→ Dataset extract:
Segment Open

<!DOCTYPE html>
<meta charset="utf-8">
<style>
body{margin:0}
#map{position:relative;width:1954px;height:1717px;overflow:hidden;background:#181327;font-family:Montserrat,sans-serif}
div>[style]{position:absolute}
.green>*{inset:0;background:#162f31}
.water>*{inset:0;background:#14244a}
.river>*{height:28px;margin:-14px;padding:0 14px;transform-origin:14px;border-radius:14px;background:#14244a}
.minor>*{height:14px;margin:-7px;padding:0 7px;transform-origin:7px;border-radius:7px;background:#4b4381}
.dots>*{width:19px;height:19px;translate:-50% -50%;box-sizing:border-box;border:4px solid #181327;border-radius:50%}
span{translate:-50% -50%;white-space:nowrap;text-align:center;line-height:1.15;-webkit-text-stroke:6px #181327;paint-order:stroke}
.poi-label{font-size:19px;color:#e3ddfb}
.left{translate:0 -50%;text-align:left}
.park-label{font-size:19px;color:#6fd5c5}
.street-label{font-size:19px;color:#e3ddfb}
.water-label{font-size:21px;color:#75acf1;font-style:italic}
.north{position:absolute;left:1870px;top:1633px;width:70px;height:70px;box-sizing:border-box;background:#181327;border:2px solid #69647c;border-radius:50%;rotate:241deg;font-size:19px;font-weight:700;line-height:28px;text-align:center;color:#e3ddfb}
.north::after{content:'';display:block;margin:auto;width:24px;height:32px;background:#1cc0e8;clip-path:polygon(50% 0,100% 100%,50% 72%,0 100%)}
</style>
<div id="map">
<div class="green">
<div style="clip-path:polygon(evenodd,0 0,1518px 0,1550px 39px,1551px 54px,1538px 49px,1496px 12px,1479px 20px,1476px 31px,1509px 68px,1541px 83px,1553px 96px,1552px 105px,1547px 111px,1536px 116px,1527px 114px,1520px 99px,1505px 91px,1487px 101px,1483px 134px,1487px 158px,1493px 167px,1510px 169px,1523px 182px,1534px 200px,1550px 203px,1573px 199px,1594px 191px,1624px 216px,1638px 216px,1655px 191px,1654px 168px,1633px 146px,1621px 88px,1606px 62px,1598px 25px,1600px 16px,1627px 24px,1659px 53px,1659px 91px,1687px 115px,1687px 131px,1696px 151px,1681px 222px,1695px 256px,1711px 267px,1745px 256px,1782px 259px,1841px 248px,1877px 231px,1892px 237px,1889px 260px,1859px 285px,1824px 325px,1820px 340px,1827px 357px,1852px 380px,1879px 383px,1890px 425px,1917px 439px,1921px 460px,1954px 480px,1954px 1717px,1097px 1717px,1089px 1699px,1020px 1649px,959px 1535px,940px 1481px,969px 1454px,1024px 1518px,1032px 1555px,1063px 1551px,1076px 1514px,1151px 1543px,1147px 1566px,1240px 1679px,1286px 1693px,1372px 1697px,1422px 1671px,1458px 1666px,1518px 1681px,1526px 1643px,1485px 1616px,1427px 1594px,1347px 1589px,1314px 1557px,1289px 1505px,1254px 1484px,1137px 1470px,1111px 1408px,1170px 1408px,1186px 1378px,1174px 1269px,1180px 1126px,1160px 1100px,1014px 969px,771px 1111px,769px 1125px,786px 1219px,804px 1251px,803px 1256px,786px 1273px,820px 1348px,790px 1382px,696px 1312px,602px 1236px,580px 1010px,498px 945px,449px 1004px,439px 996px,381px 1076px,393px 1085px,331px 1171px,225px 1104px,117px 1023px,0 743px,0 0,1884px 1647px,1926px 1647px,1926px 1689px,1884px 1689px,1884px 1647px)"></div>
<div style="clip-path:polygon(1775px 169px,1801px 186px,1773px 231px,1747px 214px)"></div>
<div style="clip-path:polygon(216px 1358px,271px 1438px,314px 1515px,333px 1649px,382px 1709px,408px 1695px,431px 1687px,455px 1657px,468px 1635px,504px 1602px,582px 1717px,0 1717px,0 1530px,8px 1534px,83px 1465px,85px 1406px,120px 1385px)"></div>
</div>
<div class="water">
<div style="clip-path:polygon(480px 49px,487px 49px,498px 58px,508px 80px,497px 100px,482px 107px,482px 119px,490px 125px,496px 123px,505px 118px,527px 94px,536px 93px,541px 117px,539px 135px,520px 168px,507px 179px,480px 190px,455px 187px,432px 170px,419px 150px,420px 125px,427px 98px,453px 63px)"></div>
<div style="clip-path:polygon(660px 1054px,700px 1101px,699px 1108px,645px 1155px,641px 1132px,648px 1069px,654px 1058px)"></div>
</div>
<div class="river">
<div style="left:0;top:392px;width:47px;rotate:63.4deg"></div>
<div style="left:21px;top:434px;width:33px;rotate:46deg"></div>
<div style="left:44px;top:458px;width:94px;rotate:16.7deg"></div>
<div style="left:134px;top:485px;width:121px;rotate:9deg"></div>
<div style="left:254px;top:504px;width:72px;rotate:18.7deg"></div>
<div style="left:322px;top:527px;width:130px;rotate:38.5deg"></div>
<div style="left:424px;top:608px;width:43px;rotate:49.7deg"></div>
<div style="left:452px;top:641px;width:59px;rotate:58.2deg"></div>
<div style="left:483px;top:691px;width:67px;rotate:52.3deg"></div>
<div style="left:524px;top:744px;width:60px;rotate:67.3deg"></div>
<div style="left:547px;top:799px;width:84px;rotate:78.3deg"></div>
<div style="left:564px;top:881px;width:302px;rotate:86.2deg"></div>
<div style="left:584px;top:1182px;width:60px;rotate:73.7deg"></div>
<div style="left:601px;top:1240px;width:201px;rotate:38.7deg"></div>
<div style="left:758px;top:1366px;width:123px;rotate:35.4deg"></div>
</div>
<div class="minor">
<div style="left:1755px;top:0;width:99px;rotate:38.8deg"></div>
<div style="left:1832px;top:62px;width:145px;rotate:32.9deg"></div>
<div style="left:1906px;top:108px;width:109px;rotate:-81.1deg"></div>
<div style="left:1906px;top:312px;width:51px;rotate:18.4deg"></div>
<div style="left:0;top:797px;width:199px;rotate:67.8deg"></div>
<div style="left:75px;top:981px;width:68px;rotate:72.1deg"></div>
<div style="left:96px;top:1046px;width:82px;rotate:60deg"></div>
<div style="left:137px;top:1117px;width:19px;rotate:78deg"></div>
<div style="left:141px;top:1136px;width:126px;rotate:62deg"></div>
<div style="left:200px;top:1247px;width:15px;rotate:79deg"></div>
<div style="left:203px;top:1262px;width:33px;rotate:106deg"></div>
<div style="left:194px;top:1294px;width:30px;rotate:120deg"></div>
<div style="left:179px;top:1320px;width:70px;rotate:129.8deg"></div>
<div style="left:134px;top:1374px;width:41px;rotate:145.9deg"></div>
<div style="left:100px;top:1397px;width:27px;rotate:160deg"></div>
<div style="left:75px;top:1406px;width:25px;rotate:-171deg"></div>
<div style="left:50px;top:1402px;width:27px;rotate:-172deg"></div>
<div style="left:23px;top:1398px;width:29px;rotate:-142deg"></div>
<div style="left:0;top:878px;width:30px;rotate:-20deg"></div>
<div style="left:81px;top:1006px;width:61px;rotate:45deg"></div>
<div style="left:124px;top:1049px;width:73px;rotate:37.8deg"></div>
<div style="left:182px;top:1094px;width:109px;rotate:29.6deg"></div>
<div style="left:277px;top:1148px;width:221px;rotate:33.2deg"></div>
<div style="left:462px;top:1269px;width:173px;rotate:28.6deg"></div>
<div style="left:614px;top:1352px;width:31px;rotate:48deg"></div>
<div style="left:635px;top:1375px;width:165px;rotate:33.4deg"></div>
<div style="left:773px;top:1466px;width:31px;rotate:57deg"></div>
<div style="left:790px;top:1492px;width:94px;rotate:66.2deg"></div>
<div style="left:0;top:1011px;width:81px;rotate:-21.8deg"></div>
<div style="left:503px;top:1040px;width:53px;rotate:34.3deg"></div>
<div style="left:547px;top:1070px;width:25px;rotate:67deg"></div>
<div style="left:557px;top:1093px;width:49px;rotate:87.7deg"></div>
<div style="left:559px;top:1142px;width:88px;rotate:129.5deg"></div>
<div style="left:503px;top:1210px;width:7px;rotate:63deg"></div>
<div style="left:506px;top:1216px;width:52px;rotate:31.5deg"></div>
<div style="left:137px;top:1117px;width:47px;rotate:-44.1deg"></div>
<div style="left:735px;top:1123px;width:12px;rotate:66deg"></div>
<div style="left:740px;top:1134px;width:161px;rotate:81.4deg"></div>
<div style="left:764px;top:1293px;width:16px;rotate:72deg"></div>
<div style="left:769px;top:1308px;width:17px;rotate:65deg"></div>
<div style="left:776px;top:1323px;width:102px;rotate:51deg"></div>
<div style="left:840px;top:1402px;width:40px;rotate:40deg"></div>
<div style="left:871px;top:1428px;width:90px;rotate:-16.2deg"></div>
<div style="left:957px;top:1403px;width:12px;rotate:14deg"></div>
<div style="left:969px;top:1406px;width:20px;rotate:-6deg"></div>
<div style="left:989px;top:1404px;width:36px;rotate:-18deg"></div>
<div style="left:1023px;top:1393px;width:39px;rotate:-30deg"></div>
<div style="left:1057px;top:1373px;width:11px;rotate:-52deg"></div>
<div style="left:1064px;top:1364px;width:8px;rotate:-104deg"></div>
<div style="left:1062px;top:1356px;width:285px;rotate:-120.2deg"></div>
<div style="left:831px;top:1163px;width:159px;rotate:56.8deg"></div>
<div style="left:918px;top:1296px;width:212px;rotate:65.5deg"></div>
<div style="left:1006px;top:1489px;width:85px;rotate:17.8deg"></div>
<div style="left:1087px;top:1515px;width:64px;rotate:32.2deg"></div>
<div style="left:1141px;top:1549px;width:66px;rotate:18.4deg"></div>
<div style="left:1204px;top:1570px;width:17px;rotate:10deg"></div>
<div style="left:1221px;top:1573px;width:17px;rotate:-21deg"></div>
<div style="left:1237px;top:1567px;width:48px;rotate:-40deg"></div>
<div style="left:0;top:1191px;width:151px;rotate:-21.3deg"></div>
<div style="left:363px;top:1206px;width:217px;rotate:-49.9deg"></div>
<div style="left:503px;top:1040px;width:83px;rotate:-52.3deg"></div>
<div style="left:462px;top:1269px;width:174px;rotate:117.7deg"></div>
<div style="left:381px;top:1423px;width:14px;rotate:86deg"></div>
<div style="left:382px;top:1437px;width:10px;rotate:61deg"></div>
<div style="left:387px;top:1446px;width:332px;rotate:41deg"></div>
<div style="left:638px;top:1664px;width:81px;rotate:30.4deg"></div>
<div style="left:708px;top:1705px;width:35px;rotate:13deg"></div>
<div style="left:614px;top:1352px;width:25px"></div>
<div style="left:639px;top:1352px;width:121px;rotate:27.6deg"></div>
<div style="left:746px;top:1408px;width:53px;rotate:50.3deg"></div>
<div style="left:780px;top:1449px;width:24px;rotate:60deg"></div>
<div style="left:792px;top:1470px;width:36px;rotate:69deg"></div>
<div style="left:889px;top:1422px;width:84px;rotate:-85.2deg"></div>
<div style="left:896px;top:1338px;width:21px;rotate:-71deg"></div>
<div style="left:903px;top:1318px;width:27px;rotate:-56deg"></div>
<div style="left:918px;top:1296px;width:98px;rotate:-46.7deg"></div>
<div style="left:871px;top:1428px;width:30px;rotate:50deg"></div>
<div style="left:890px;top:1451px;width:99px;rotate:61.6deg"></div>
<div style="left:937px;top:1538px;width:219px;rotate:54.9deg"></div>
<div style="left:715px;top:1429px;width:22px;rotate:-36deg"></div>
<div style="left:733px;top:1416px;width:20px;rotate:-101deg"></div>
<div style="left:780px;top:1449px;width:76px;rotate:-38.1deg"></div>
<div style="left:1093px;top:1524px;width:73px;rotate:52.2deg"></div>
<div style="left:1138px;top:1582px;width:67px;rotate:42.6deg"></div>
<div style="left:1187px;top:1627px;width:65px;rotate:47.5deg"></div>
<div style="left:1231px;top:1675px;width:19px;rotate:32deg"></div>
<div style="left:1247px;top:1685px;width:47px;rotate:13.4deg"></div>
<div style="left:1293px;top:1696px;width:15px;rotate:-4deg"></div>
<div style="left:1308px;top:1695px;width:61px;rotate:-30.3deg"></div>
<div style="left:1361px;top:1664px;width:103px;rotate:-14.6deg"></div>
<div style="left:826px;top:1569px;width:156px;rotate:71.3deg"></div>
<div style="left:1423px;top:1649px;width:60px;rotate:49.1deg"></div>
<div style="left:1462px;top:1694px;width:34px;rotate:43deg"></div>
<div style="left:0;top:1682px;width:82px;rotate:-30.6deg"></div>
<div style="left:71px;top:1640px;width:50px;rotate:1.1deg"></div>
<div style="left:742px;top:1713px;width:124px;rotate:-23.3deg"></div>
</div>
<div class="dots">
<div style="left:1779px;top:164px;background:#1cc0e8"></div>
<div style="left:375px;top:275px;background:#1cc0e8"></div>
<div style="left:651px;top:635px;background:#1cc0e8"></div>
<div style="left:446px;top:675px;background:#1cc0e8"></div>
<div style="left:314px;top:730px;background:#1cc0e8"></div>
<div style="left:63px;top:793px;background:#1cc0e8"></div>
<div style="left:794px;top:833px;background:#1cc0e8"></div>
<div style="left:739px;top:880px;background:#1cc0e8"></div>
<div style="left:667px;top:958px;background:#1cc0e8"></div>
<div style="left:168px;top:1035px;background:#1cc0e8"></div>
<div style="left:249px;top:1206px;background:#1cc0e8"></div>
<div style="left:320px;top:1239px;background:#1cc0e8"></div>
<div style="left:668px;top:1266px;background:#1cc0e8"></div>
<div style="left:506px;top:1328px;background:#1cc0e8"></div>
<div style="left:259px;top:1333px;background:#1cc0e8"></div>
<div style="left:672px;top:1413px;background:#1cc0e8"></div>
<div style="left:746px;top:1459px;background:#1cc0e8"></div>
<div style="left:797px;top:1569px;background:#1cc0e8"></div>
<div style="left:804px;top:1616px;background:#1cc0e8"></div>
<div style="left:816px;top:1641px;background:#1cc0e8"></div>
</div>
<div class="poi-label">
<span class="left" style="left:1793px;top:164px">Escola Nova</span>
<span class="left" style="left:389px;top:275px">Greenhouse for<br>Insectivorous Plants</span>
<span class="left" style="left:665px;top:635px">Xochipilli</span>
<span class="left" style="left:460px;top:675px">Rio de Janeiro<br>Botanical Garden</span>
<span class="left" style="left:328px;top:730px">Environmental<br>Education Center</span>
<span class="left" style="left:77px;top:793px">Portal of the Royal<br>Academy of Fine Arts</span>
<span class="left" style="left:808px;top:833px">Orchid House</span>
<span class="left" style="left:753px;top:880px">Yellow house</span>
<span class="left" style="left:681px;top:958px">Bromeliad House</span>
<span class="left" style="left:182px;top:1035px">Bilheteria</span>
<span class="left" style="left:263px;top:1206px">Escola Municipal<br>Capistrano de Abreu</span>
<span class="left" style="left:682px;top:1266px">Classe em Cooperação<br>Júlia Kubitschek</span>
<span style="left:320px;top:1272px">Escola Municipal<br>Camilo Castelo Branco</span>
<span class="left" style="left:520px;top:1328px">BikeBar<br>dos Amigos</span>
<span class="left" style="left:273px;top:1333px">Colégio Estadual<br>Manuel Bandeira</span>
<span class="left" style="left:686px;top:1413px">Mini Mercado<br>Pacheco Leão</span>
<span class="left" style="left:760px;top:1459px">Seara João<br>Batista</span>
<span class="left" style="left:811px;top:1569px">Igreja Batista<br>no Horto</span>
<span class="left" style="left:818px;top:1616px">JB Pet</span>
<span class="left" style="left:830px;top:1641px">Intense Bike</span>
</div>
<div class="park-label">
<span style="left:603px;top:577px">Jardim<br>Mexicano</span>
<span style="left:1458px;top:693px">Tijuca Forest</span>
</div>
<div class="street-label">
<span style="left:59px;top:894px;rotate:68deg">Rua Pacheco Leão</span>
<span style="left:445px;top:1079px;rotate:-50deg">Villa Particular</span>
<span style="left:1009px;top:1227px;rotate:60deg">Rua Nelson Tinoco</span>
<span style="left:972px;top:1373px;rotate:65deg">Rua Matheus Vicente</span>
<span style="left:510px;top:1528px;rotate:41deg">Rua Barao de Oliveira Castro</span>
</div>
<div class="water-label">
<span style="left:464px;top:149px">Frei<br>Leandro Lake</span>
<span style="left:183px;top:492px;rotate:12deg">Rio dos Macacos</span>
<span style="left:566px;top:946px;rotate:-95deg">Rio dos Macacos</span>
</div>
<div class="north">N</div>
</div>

Segment Closed

→ Exercise: Say how many lines in the records hold the word "river", giving the number by itself.

→ Solved problem: 2